[Data to examine — start]

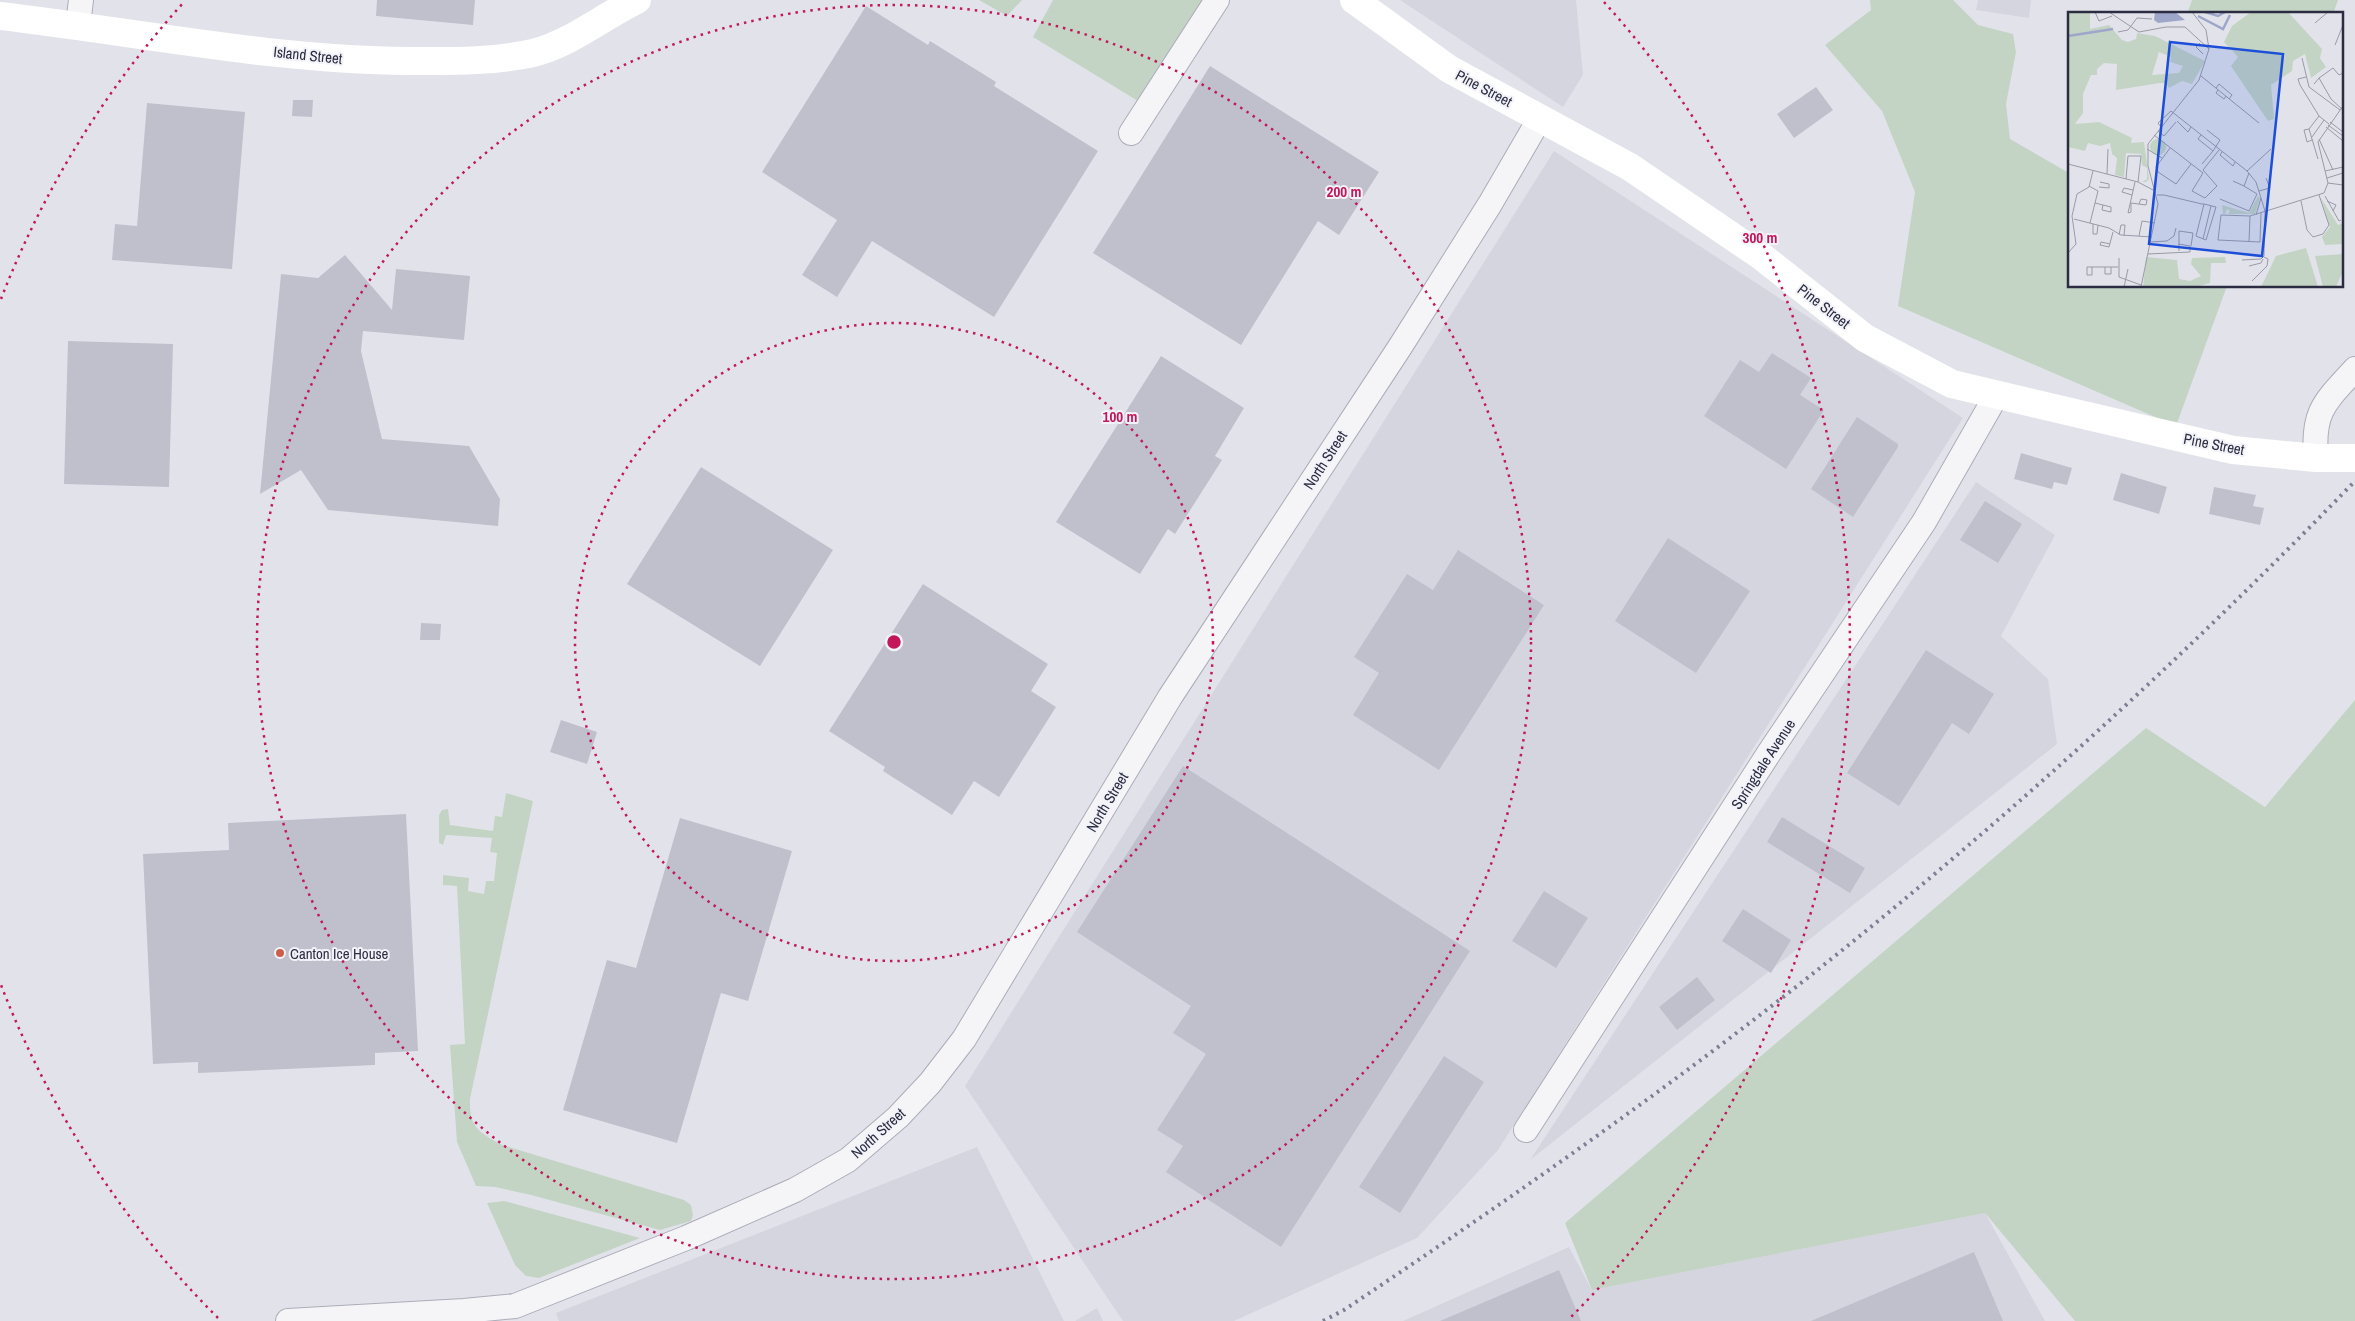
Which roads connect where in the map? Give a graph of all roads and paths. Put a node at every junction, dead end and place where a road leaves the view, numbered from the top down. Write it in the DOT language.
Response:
graph roads {
  1 [pos="637,0"];
  2 [pos="1217,0"];
  3 [pos="1354,0"];
  4 [pos="612,7"];
  5 [pos="80,13"];
  6 [pos="0,16"];
  7 [pos="1540,118"];
  8 [pos="1131,133"];
  9 [pos="2355,369"];
  10 [pos="1996,396"];
  11 [pos="2316,458"];
  12 [pos="2355,458"];
  13 [pos="1526,1130"];
  14 [pos="519,1314"];
  15 [pos="288,1321"];
  1 -- 4 [label="street"];
  2 -- 8 [label="street"];
  3 -- 7 [label="street, Pine Street"];
  4 -- 5 [label="street, Island Street"];
  5 -- 6 [label="street, Island Street"];
  7 -- 10 [label="street, Pine Street"];
  7 -- 14 [label="street, North Street"];
  9 -- 11 [label="street"];
  10 -- 11 [label="street, Pine Street"];
  10 -- 13 [label="street, Springdale Avenue"];
  11 -- 12 [label="street, Pine Street"];
  14 -- 15 [label="street, North Street"];
}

[Data to examine — finish]

Aim of the task: Copy each line above exactly. Images do not belong in the copy.

Solution to the problem:
Which roads connect where in the map? Give a graph of all roads and paths. Put a node at every junction, dead end and place where a road leaves the view, numbered from the top down. Write it in the DOT language.
Response:
graph roads {
  1 [pos="637,0"];
  2 [pos="1217,0"];
  3 [pos="1354,0"];
  4 [pos="612,7"];
  5 [pos="80,13"];
  6 [pos="0,16"];
  7 [pos="1540,118"];
  8 [pos="1131,133"];
  9 [pos="2355,369"];
  10 [pos="1996,396"];
  11 [pos="2316,458"];
  12 [pos="2355,458"];
  13 [pos="1526,1130"];
  14 [pos="519,1314"];
  15 [pos="288,1321"];
  1 -- 4 [label="street"];
  2 -- 8 [label="street"];
  3 -- 7 [label="street, Pine Street"];
  4 -- 5 [label="street, Island Street"];
  5 -- 6 [label="street, Island Street"];
  7 -- 10 [label="street, Pine Street"];
  7 -- 14 [label="street, North Street"];
  9 -- 11 [label="street"];
  10 -- 11 [label="street, Pine Street"];
  10 -- 13 [label="street, Springdale Avenue"];
  11 -- 12 [label="street, Pine Street"];
  14 -- 15 [label="street, North Street"];
}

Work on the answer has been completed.